どれも特別豪華ではないのに、湯気の向こうに家族の声があった。
ミーナは食卓の向かいで、今日村で見つけた蛍の話をしていた。
「今年は早いんだよ。川の近くで、もう少しだけ光ってたの」
「夏至祭の頃には、もっと増えるだろうね」
エリアスが言う。
「カイロスも見に行こうね」
急に話を振られ、カイロスはスプーンを止めた。
「僕も?」
「うん。蛍、見たことある?」
「……ない」
「じゃあ絶対見た方がいいよ。すごくきれいだから」
ミーナの目は、本当に蛍の光を映しているようだった。
カイロスは短く頷いた。
「行けたら」
「行けたらじゃなくて、行こう」
ミーナはきっぱりと言った。
その勢いに、カイロスは少しだけ押される。
ハーラルドが横で小さく喉を鳴らした。笑ったのかもしれない。
夜になると、フローレンス家の客間に案内された。
窓の外では、虫の声がしている。
王都の夜とは違った。
静かなのに、音がある。
風が木の葉を揺らす音。
遠くの川の水音。
どこかで鳴く鳥の声。
部屋には、ミーナがくれた白い花が小さな瓶に挿してあった。

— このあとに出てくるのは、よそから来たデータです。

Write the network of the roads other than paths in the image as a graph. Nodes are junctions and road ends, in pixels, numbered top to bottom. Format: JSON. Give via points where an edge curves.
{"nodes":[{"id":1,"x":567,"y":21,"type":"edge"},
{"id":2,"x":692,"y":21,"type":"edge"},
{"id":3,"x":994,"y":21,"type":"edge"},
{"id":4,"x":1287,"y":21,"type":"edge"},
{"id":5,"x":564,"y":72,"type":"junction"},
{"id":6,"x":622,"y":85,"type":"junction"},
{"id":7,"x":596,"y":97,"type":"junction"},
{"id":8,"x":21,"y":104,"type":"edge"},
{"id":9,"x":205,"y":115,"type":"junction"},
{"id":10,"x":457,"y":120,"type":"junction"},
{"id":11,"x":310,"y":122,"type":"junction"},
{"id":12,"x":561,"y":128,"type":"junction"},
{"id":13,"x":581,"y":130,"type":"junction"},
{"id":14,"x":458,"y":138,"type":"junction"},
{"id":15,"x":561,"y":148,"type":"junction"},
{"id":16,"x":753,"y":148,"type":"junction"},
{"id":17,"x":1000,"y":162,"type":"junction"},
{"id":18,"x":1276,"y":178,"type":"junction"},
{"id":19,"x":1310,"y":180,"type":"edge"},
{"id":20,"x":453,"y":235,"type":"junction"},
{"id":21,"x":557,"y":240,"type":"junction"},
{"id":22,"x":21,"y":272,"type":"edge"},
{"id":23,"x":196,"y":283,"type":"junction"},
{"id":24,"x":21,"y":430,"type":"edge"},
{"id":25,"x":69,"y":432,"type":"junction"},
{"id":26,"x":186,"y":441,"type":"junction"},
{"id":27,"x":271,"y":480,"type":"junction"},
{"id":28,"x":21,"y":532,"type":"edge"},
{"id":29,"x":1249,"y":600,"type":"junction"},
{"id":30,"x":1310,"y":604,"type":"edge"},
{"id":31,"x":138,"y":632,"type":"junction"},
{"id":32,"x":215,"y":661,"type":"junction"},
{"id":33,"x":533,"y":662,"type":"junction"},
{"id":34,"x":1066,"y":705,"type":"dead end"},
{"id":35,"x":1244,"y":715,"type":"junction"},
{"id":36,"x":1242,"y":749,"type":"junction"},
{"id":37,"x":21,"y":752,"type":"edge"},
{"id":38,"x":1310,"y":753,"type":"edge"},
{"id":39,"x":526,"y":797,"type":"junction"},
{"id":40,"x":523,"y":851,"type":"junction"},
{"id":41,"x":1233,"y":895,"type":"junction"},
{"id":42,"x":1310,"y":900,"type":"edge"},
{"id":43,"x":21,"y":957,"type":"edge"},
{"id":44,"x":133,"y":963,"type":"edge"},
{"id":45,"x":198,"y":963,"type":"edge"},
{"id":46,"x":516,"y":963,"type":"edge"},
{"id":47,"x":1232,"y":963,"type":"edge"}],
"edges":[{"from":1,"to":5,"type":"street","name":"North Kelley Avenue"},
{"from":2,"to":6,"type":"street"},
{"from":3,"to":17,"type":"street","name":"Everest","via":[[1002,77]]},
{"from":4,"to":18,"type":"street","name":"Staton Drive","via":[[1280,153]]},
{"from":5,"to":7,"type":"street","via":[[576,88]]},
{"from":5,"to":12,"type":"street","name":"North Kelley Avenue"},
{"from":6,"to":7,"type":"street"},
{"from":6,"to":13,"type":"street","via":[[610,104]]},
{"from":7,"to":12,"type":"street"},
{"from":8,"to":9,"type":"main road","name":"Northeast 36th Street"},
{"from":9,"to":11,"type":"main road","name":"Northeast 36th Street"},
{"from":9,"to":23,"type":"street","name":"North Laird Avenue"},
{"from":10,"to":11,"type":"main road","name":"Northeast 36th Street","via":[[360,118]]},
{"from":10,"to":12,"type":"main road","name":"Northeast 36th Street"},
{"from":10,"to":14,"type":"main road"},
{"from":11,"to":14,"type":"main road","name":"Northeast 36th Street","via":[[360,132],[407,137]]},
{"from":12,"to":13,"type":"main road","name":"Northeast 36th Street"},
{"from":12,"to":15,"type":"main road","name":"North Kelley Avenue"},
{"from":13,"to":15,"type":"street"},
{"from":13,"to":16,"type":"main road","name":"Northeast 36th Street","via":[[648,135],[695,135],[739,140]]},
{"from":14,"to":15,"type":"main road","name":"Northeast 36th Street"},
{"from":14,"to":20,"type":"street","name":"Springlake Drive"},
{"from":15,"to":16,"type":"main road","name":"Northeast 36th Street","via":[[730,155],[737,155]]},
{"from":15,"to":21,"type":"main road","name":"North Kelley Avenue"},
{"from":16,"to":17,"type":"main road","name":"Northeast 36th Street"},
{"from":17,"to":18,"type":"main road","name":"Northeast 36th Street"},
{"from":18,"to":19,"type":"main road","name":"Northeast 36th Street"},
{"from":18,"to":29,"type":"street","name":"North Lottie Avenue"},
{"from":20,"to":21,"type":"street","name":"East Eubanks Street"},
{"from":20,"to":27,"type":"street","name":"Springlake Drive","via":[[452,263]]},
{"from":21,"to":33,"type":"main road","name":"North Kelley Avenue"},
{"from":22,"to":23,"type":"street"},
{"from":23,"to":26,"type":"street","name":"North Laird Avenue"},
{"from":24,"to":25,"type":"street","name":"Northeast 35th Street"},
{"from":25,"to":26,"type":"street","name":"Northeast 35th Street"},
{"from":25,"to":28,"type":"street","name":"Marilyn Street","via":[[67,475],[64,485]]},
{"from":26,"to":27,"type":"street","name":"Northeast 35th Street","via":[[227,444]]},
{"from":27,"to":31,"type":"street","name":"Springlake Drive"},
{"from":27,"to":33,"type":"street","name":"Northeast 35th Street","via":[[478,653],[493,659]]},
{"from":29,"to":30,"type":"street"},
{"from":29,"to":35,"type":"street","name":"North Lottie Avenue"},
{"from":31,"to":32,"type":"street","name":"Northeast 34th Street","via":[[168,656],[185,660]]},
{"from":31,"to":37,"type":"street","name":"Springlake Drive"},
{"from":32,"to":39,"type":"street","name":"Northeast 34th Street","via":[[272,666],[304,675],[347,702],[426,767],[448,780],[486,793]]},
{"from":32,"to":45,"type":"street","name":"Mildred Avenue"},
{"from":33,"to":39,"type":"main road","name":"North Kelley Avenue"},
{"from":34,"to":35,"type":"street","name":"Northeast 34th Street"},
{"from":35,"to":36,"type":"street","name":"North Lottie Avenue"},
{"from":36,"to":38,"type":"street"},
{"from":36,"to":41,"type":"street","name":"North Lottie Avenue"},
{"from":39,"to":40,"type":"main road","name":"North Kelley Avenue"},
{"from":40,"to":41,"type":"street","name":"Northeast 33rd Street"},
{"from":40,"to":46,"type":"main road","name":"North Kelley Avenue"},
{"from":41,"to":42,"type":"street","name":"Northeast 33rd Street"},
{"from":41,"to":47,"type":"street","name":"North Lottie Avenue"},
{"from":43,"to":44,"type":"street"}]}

レイラが用意してくれたのだろう。
カイロスはベッドに座り、その花を見つめた。
眠れるはずがない。
場所が変わったからといって、簡単に眠れるなら苦労しない。
そう思っていた。
けれど、布団に入ると、王都の夜とは違う匂いがした。
干したばかりの布。
花の香り。
木の床。
遠くの川。
カイロスは目を閉じる。
黒い炎は、すぐには現れなかった。
代わりに浮かんだのは、夕方の村の景色だった。
白い壁の家。
窓辺の花。
蜂蜜色の髪の少女。
眠れるといいね、と言った声。
カイロスは知らないうちに、深く息を吐いていた。
窓の外で、風が吹く。
小さな白い花が、かすかに揺れた。
その夜。
カイロスは、久しぶりに夢を見なかった。
そしてまだ、彼自身は気づいていなかった。
この村で過ごす夏が。
一人の少女と交わす何気ない約束が。
いつか自分にとって、帰る場所になることを。